Editor's Note: The following letter is by Upper Moreland Historical Commission vice-president Mariann O'Connor.
Many of you may have had the good fortune this year to attend one of the wonderful events and programs celebrating Willow Grove’s 300th Anniversary. But what many of you did not know was that Dick Sayer, President of the Upper Moreland Historical Commission, the person who gave birth to this Tricentennial celebration, was facing his own monumental event.
On Sat., May 7, 2011, Dick, with his ever-spirited nature and smiling face, came to see us off at one of our Tricentennial kick-off events, the Historic Sites Trolley Tour. The day before that event, Dick had been given the grim news that he had only 2-3 months to live.
And on Nov. 22, 2011, after a courageous 7-month battle with colon cancer, Dick’s fighting spirit, boundless energy and good-natured humor, were forever extinguished.
I have personally known Dick and his family for over 35 years. But for the last 4 years I was fortunate to have been Dick’s sidekick, his Vice President in the Upper Moreland Historical Commission.
Dick volunteered to an appointment with the Historical Commission back in 2007 and in 2008 took the reigns as its President. When Dick took office that January many of us thought that Willow Grove had just experienced another tornado!
Did he have plans for Upper Moreland! And you know what, I can’t think of one of them that was not accomplished in this 4 years.
Of course there were some hurdles along the way, but like Tonto and the Lone Ranger, taking turns as each other’s coach and mentor, we conquered each one of them. But the most memorable and certainly the most enjoyable were those times when I was the Laurel to his Hardy. Always seeing “hurdles” with a sense of humor was one of Dick’s most admirable assets. One certainly that I will remember fondly.
One of Dicks’ grandest accomplishments was Willow Grove’s 300th Anniversary Celebration.

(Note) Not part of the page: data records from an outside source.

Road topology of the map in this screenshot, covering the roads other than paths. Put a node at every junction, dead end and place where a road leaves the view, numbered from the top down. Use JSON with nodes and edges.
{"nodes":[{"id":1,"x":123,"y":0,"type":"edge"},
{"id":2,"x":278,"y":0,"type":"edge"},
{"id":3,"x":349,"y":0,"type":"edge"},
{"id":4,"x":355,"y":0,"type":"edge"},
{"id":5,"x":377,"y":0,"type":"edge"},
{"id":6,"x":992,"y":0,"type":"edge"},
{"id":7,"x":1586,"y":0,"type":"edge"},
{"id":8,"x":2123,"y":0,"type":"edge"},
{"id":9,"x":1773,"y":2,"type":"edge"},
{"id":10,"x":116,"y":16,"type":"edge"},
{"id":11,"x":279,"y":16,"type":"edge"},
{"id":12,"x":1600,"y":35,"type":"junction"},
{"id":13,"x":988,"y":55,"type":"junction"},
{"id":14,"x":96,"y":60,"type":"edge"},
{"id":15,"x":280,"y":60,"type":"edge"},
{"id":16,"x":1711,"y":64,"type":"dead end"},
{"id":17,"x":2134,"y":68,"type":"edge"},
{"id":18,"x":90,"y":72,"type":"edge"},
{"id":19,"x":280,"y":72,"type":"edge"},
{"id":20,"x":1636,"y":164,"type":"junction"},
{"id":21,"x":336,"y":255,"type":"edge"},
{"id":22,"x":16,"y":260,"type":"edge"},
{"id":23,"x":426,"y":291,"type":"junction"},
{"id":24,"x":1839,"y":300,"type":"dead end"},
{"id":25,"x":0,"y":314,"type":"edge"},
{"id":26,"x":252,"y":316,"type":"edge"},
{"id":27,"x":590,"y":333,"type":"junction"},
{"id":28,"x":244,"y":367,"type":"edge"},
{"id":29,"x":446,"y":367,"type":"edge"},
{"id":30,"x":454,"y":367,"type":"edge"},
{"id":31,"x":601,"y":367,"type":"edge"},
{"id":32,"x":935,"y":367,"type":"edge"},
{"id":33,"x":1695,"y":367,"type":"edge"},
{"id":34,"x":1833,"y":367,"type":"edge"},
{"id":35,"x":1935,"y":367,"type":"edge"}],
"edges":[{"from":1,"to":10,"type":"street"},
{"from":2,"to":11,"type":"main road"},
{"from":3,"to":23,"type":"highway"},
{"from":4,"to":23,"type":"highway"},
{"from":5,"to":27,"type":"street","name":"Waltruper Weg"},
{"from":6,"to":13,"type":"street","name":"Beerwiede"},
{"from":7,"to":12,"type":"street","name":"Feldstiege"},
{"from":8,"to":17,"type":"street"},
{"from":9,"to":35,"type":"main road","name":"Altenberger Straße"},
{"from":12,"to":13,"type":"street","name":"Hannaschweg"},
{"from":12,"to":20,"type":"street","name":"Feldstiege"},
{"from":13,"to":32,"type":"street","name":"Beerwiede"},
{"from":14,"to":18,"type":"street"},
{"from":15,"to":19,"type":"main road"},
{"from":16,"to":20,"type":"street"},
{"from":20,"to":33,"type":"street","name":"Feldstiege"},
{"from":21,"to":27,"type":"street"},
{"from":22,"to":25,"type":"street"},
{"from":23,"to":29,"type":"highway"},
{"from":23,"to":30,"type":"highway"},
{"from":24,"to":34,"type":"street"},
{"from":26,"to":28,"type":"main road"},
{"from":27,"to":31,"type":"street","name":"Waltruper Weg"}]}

In 2009 at a meeting of the Historical Commission, Dick brought up the 300th Anniversary of our town and was curious to know if there were any plans in the works for this grand birthday. Finding there was nothing planned, the wheels started turning, the plans unfolding and in late 2009 at another meeting of the Commission, I nominated Dick to Chair a committee to plan for our Tricentennial celebration in 2011.
Dick then went on to form a Tricentennial committee comprised of the most talented and dedicated of Willow Grove. He worked tirelessly throughout 2010 planning for this celebration for the community, often averaging 60-hour all volunteer workweeks.
Of course planning anything of this magnitude you are going to experience some challenges along the way. But Dick Sayer never saw or spoke of having problems or crisis – he referred to challenges that inevitably would crop-up as “alligators”.
I would often hear him say, “I’m off to slay a few more alligators today”! Fondly I would tell him, “With all these alligators you are slaying you could certainly make me a pair of shoes”!
As we witnessed, most all of the “alligators” for the Tricentennial had been slain. But unfortunately for Dick, his family and for our community, there was one “alligator” more powerful and vicious then most of us can possibly imagine.
One of the more difficult times I faced in our relationship was just the week before Dick died. Dick wanted me to visit so we could discuss matters of the Historical Commission and pass essential files over to me. A harder task I do not remember having to face.
As distraught as I was that day, Dick’s unflappable and relentless spirit somehow gave me the strength and courage I needed to face that moment. As his physical body was showing the ravages of this disease, of this “alligator” of monumental proportions, his gentle heart and valiant spirit were what transcended in that time together.
We were able to reminisce a bit that day and delightfully share a precious few more laughs. And taking his hand in mine, I was able to relay to him just how much he has meant to me.
But what I will always remember, as I thanked him for all he has done for our community, was his reply, “We could have done more, so much more”.